И хотя Романовы и многие другие эмигранты, знавшие Анастасию Николаевну, были тверды в своем мнении, Анна Андерсон все больше верила в свою же легенду. Она стала раздавать многочисленные интервью о своей жизни и чудесном спасении. Порой ее высказывания могли даже навредить репутации якобы родственников. Так, к примеру, Андерсон рассказала, что брат российской императрицы, герцог Эрнст Людвиг Гессенский бывал в Петрограде во время войны. Если бы это было правдой, то герцога на родине могли признать предателем. Также Анна грубо общалась с окружающими и персоналом. А вот в окружении самозванки происходили удивительные вещи: некоторые настолько хотели выдать желаемое за действительное, что замечали у Андерсон царственную осанку и русский акцент в речи, а порою даже вмешивались в разговор с наводящими вопросами или сами давали ответы. Другие же замечали, что самозванка очень хитра и обладает хорошей памятью — запоминая детали из разговоров с одними посетителями, она демонстрировала знание этих деталей при других. Из навещавших ее родственников или близких к царской семье людей она узнавала лишь тех, кого когда-то видела на фотографиях в газетах или в фотоальбомах в эмигрантских семьях, которые ей показывали. О быте и истории императорской семьи Анна практически ничего не знала, объясняя это провалами в памяти. Вдобавок самозванка демонстрировала абсолютное незнание православных обрядов и обычаев, в то время как настоящая Анастасия воспитывалась в православной вере и была, как и другие члены семьи, набожной. Анна Андерсон даже крестилась как католичка, что никак нельзя было объяснить амнезией или плохим самочувствием.

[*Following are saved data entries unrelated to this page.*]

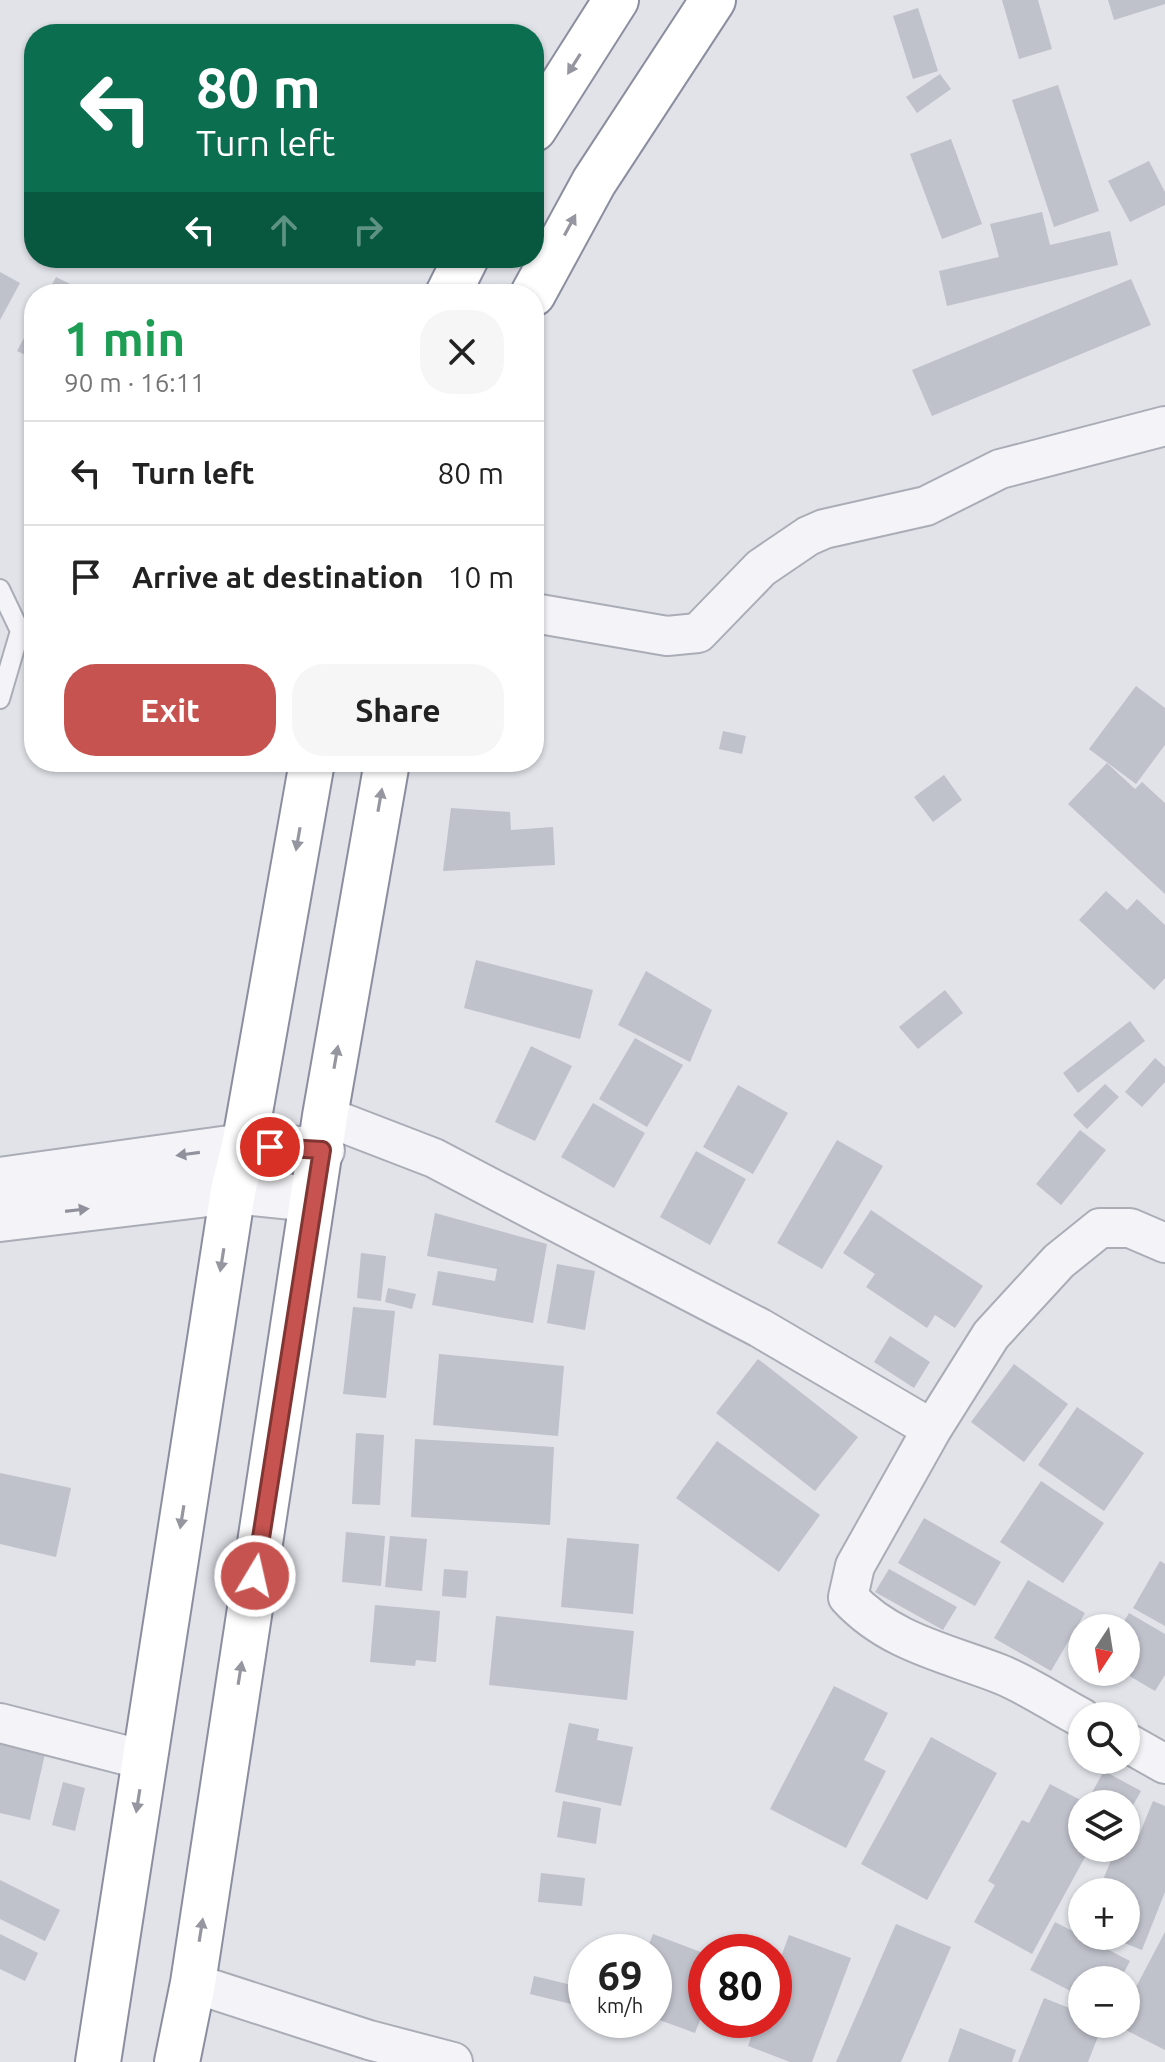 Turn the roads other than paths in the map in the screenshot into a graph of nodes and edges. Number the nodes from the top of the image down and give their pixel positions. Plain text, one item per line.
1 (616, 0) edge
2 (713, 0) edge
3 (544, 113) edge
4 (538, 284) edge
5 (1165, 426) edge
6 (0, 589) edge
7 (544, 615) edge
8 (0, 699) edge
9 (310, 772) edge
10 (385, 772) edge
11 (324, 1133) junction
12 (244, 1146) junction
13 (0, 1180) edge
14 (233, 1191) junction
15 (312, 1199) junction
16 (0, 1219) edge
17 (1165, 1243) edge
18 (932, 1429) junction
19 (1068, 1710) edge
20 (0, 1723) edge
21 (1140, 1750) edge
22 (144, 1760) junction
23 (1165, 1764) edge
24 (193, 1983) junction
25 (98, 2062) edge
26 (177, 2062) edge
27 (453, 2062) edge

1 -> 3 highway
4 -> 2 highway
5 - 7 street
6 - 8 lane
9 -> 12 highway
11 -> 10 highway
11 - 12 street
11 - 15 highway
11 - 18 street
12 -> 13 street
12 - 14 highway
14 - 15 street
16 -> 14 street
14 -> 22 highway
24 -> 15 highway
17 - 18 street
18 - 19 street
20 - 22 street
21 - 23 street
22 -> 25 highway
24 - 26 highway
24 - 27 street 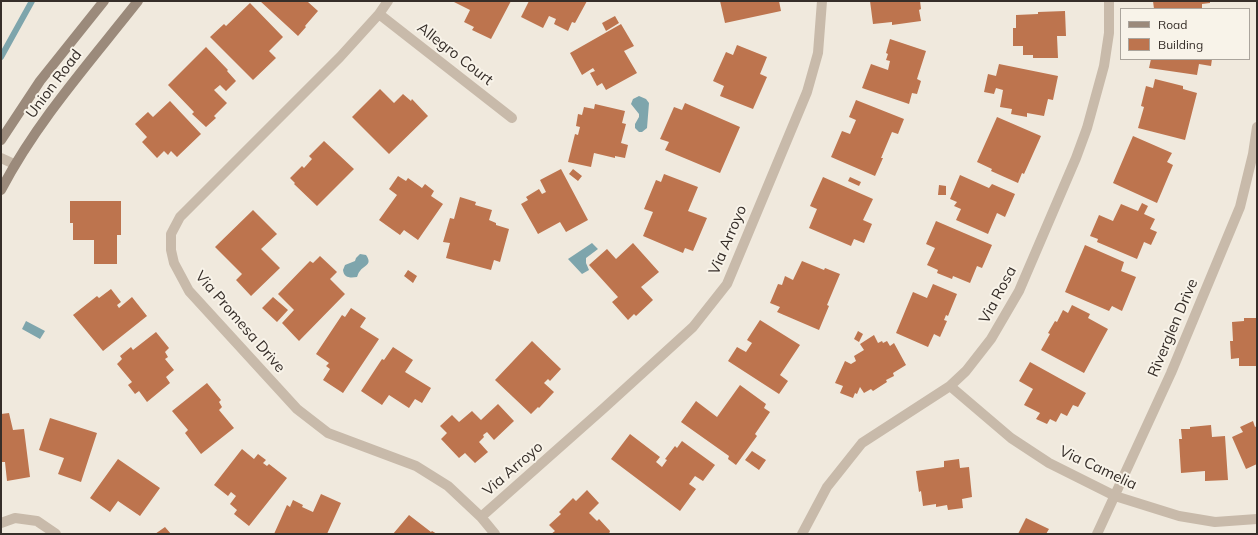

Великая княгиня Ольга Александровна впоследствии вспоминала о таких странных моментах: «Ошибки, которые она допускала, никак нельзя было объяснить провалами в памяти. Так, например, на пальце у нее был шрам, и она уверяла окружающих, что поранила палец, когда лакей слишком резко захлопнул дверцу кареты. Я тотчас же вспомнила об этом случае. Речь шла о Марии, старшей сестре, которая действительно серьезно поранила руку, но случилось это не в карете, а в императорском поезде. Со всей вероятностью можно сказать, что некто, краем уха услышав об этом, в сильно измененном виде передал всю историю госпоже Андерсон» [8].
Очень большую роль в установлении истины сыграл тот самый герцог Гессенский, которого Анна Андерсон едва не подставила своими высказываниями. Он нанял частных сыщиков, которые выяснили, что Чайковские зарегистрированы в Румынии не были, хотя Анна и говорила, что там живет семья ее спасителя. Более того, детективы нашли подходящую под описание Андерсон девушку. Оказалось, что ее настоящее имя — Франциска Шанковская. Девушка работала в Польше на оборонном заводе, на котором получила травмы. Ее шрамы совпадали со шрамами самозванки. В 1916 году погиб жених девушки, и от горя она попала в психиатрическую клинику. Затем следы Шанковской затерялись. Детективы пришли к выводу, что Анна Андерсон и Франциска Шанковская — один и тот же человек.
В Европе расследование произвело фурор. От преследования репортеров (да и, если быть честными, в поисках новой почвы для своей легенды) Анна перебралась в США. Там жила княжна императорской крови Ксения Георгиевна, которая в самозванке признала княжну Анастасию, хотя и видела ее последний раз в восьмилетнем возрасте. Княжна приютила беглянку, но та вела себя очень странно — говорила о преследователях, о том, что княжна пытается ее отравить и ворует драгоценности, а также разговаривала с птицами. В конце концов муж Ксении Георгиевны не выдержал и прогнал самозванку. Некоторое время Анна Андерсон жила в доме композитора Сергея Рахманинова, пока на девушку не вышел сын врача Боткина, погибшего со всей императорской семьей в Ипатьевском доме.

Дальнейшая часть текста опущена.